Governments Struggling: 'Fear and Weakness'

By Reuters -  |  Posted 2008-10-06 Print this article Print

Investors from Tokyo to New York sold riskier assets in alarm at the prospect of further tightening of credit and bank lending and a potentially serious global economic recession. Despite concerted efforts to stem the crisis, investors were clearly seeking more concrete steps from authorities, perhaps in the form of coordinated action from next weekend's meeting of the Group of Seven industrial nations.


European banks have been hit hard by the fallout from a crisis that began in the United States when the housing market collapsed and bad mortgage debts multiplied.

The banking upheaval that began on Wall Street has effectively shut down interbank and other loan markets, pushing industrialized countries closer to recession.

"We have a seriously weak and fear-driven market on our hands," said Tom Hougaard, chief market strategist at City Index in London.

The various deposit guarantee moves were putting intense pressure on countries such as Britain, which face the prospect of a drain in deposits from their banks.

Britain's government promised on Monday it would not leave ordinary savers unprotected but said it had no plans to respond immediately to the surprise move by Germany.

German Finance Minister Peer Steinbrueck said Berlin was working on a new plan to protect the entire German bank sector, not just individual institutions that came under stress.

"I am very much aware that at some point individual solutions are no longer enough," Steinbrueck told reporters.

He said officials were discussing a "Plan B" but made clear this would not be a Europe-wide solution that would mirror the $700 billion rescue package agreed in the United States.


In the battered banking industry, France's BNP Paribas scooped up the assets of Fortis in Belgium and Luxembourg for 14.5 billion euros ($19.71 billion) to stem a cash drain on Fortis.

Shares in Belgo-French financial services group Dexia fell as much as 22 percent even though its board said on Sunday the firm was able to deal with deteriorating markets.

Trading in shares of Italy's UniCredit were suspended several times after sharp falls following the bank's abrupt U-turn to boost capital by 6.6 billion euros amid what it called unprecedented market turmoil.

On a frantic weekend, Germany also clinched a revised rescue deal for lender Hypo Real Estate that will see commercial banks and insurers provide 15 billion euros in liquidity, on top of an initial pledge of 35 billion euros.

For its part, the U.S. Federal Reserve was pushing Citigroup Inc and rival Wells Fargo & Co to compromise over their competing bids for hobbled U.S. bank Wachovia Corp that could result in them carving up its assets.

None of the government moves was reassuring investors on Monday, however.

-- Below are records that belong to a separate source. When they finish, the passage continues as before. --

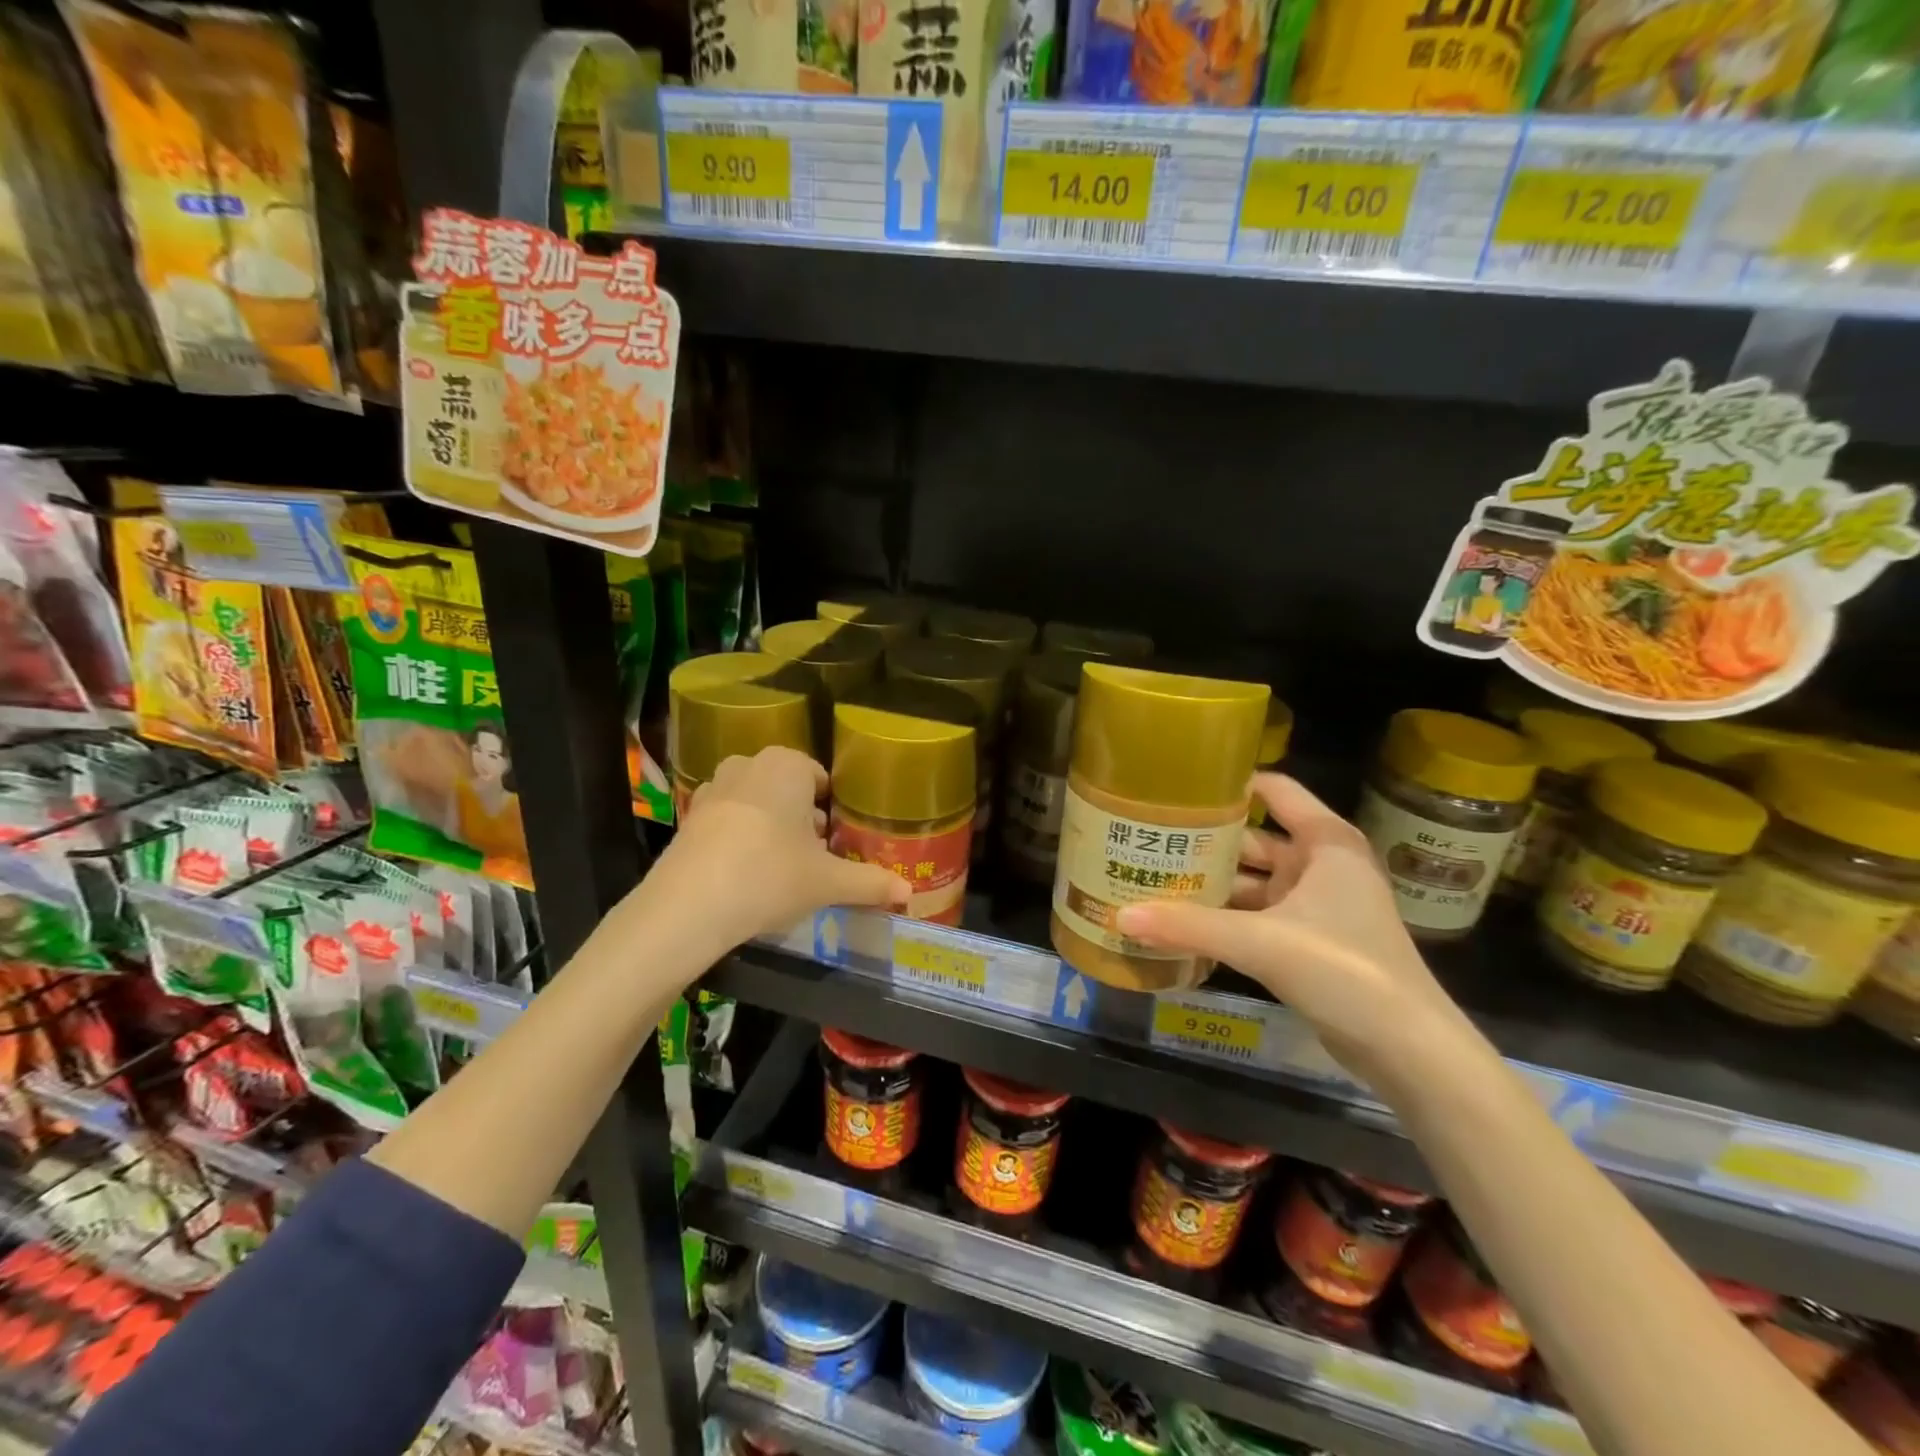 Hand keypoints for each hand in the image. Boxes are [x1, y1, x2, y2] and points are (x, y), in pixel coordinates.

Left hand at [663, 747, 909, 944]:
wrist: (689, 905)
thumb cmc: (771, 876)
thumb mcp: (828, 882)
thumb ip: (871, 883)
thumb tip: (909, 891)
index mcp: (789, 765)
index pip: (822, 780)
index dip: (833, 812)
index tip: (838, 843)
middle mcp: (750, 764)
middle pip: (789, 790)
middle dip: (803, 820)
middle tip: (815, 860)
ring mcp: (715, 787)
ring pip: (757, 803)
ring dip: (771, 827)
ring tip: (782, 868)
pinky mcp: (690, 815)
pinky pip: (728, 819)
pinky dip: (740, 837)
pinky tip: (745, 873)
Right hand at [1115, 774, 1473, 1093]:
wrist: (1407, 1050)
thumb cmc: (1343, 970)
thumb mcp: (1261, 941)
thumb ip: (1189, 926)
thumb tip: (1120, 917)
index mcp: (1326, 843)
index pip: (1274, 792)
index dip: (1230, 785)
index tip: (1178, 786)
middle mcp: (1322, 865)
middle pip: (1254, 840)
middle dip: (1206, 841)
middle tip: (1149, 837)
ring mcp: (1317, 905)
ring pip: (1254, 882)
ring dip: (1212, 884)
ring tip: (1155, 878)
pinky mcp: (1310, 941)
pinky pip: (1258, 916)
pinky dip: (1225, 917)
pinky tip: (1184, 922) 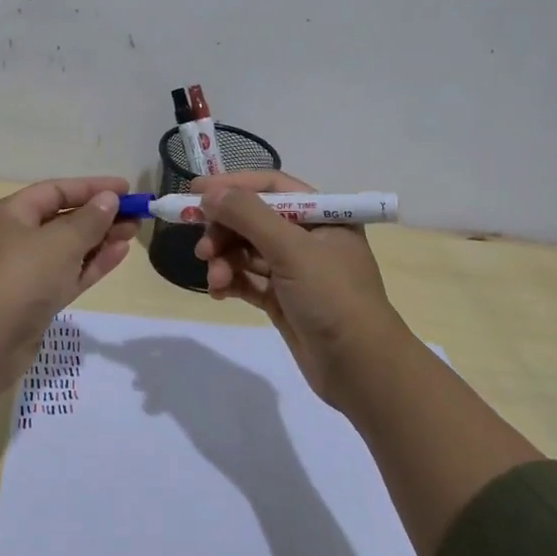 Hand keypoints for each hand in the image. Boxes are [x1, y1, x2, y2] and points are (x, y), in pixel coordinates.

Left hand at [0, 176, 136, 339]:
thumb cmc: (22, 277)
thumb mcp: (61, 241)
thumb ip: (89, 219)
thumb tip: (108, 199)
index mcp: (9, 214)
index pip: (55, 191)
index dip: (91, 187)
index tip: (126, 189)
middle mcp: (14, 238)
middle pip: (62, 219)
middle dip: (99, 215)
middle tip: (136, 214)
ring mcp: (24, 272)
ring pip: (68, 248)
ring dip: (100, 239)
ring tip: (133, 232)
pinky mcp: (35, 300)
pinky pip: (68, 273)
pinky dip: (92, 263)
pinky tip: (119, 253)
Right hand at [193, 170, 410, 407]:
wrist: (361, 370)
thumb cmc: (333, 297)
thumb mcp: (292, 249)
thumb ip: (248, 216)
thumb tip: (209, 193)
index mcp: (321, 215)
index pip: (271, 186)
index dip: (232, 186)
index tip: (195, 191)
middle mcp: (308, 237)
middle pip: (253, 219)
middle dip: (224, 230)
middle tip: (202, 248)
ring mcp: (295, 270)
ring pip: (247, 251)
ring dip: (225, 260)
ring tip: (216, 279)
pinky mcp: (283, 299)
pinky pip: (248, 279)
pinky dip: (231, 281)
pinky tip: (219, 292) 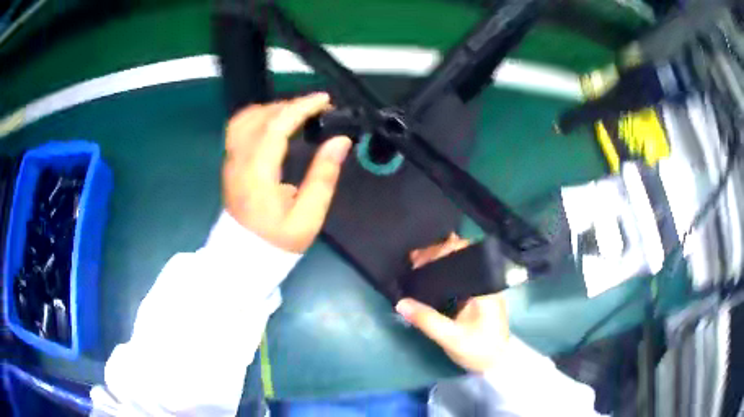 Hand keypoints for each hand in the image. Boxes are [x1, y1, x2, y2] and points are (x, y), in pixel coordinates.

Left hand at [223, 93, 351, 252]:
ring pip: (243, 119)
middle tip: (314, 109)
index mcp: (257, 174)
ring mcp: (230, 162)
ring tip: (295, 114)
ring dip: (271, 109)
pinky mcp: (229, 164)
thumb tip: (340, 142)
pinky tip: (273, 124)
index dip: (300, 107)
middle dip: (289, 105)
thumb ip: (323, 176)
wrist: (244, 257)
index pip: (275, 127)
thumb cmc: (277, 241)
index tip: (324, 100)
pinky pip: (239, 128)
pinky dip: (258, 117)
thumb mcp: (308, 217)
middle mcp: (238, 162)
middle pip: (258, 117)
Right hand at [397, 234, 509, 372]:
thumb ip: (427, 320)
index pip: (465, 255)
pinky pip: (457, 280)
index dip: (443, 250)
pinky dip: (441, 276)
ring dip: (438, 264)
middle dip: (437, 254)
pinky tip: (426, 278)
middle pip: (460, 257)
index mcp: (484, 286)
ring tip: (415, 265)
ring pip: (458, 267)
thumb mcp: (451, 338)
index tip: (420, 256)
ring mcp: (480, 289)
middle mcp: (484, 282)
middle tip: (412, 259)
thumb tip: (400, 303)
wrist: (496, 364)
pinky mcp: (474, 297)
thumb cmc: (479, 349) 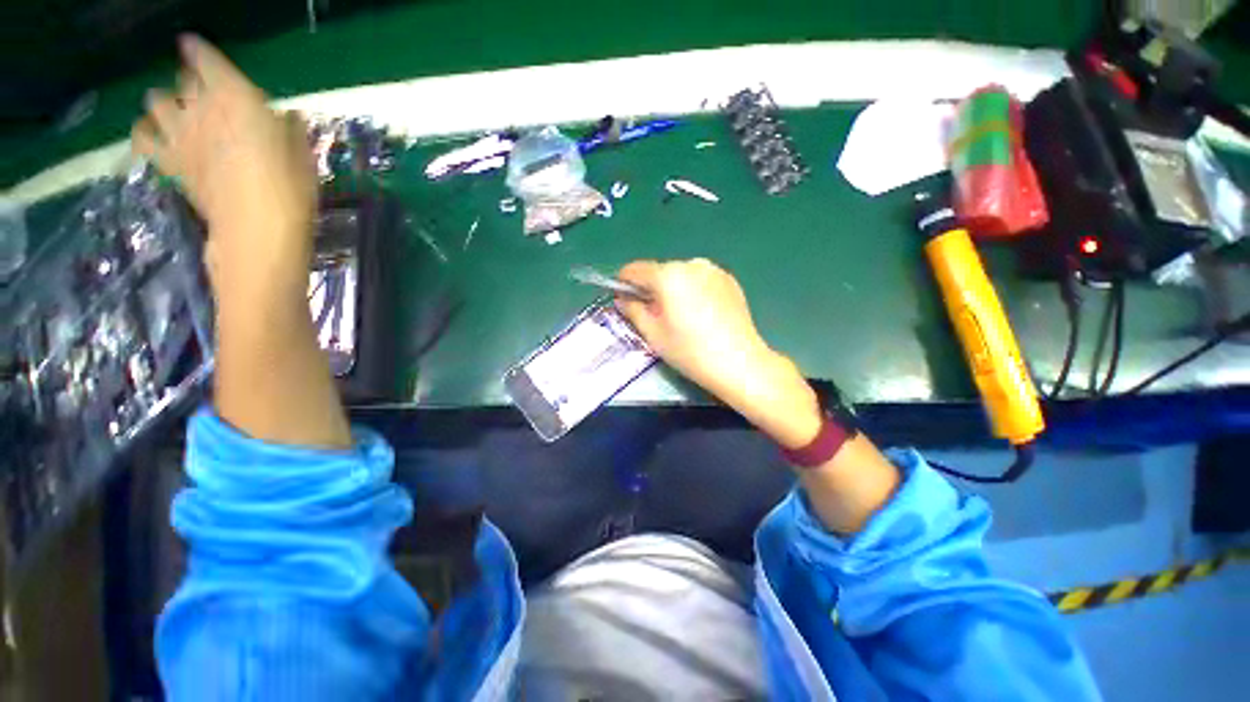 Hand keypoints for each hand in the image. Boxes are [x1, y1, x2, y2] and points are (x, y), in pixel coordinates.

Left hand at [131, 35, 315, 302]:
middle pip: (183, 79)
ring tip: (180, 112)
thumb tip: (285, 118)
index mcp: (235, 97)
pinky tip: (158, 136)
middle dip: (193, 82)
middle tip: (208, 95)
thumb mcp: (303, 158)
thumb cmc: (290, 192)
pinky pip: (143, 136)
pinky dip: (147, 131)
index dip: (199, 51)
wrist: (257, 232)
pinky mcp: (167, 162)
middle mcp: (200, 107)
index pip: (205, 58)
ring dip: (167, 101)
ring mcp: (178, 134)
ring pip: (156, 99)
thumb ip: (289, 130)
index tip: (197, 48)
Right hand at [616, 259, 821, 446]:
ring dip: (673, 290)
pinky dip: (693, 291)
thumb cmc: (690, 351)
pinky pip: (700, 280)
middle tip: (655, 316)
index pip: (635, 269)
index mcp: (669, 275)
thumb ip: (633, 310)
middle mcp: (691, 264)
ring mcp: (713, 270)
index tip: (623, 300)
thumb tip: (622, 299)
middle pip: (659, 272)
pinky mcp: (729, 279)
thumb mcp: (653, 334)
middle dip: (651, 289)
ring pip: (680, 275)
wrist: (739, 363)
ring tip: (681, 317)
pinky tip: (701, 314)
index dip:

The Dow Jones industrial average was down around two percent shortly after the open.

The pan-European FTSEurofirst 300 stock index was off 5.1 percent, stocks in Asia-Pacific outside Japan dropped nearly 6.6 percent and Japan's Nikkei average hit a 4-1/2 year low.

In addition, demand for the relative safety of government bonds rose, with short-term euro zone debt yields falling sharply.